> **HOW TO COMPLETE THIS TASK**
Only the count is expected: the number of lines below that contain "roads".

> **MATERIAL SUPPLIED**
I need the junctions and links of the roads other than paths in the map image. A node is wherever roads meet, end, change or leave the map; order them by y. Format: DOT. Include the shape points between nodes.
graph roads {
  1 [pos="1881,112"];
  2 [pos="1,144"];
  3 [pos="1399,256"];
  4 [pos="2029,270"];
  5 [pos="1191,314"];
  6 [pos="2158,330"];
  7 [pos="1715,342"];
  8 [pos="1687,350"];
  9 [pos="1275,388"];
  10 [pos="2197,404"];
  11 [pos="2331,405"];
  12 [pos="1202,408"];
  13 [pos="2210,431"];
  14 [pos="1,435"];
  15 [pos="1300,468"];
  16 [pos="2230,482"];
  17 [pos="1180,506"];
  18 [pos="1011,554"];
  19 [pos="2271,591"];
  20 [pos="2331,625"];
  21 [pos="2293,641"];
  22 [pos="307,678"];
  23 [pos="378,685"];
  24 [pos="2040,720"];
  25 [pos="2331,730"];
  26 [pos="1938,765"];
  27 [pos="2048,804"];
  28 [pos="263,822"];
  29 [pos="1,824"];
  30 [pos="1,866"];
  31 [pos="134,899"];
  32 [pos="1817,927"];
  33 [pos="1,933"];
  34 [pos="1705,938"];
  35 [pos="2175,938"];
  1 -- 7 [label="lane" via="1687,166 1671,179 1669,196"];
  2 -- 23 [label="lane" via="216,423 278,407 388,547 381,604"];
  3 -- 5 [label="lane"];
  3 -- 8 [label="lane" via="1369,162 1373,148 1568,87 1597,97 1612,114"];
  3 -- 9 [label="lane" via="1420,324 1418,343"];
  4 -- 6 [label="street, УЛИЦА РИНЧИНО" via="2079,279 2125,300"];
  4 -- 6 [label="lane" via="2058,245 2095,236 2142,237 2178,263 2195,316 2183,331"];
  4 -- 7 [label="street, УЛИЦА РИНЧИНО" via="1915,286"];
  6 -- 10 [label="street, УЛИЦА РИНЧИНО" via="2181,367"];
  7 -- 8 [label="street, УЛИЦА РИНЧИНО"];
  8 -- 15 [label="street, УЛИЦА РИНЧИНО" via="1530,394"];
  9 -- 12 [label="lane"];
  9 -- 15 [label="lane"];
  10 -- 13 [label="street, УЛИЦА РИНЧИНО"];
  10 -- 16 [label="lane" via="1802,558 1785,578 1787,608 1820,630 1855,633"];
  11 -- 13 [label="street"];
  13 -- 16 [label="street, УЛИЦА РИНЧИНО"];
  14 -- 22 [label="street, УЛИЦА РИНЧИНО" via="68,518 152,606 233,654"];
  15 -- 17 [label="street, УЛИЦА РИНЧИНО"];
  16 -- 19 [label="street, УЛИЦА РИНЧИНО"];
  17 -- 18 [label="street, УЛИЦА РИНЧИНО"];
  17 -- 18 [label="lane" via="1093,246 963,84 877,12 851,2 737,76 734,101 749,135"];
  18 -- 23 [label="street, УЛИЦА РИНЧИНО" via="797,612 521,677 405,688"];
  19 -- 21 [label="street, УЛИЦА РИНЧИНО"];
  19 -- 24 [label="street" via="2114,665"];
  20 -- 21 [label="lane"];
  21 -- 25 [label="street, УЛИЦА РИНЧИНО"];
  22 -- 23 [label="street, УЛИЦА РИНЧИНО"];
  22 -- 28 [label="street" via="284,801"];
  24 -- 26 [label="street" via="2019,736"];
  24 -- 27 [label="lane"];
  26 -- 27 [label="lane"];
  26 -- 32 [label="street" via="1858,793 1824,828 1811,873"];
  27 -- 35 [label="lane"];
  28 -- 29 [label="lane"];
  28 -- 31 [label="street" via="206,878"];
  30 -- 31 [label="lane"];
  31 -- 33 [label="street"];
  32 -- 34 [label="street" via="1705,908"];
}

> **SOLUTION TO THIS EXERCISE**
2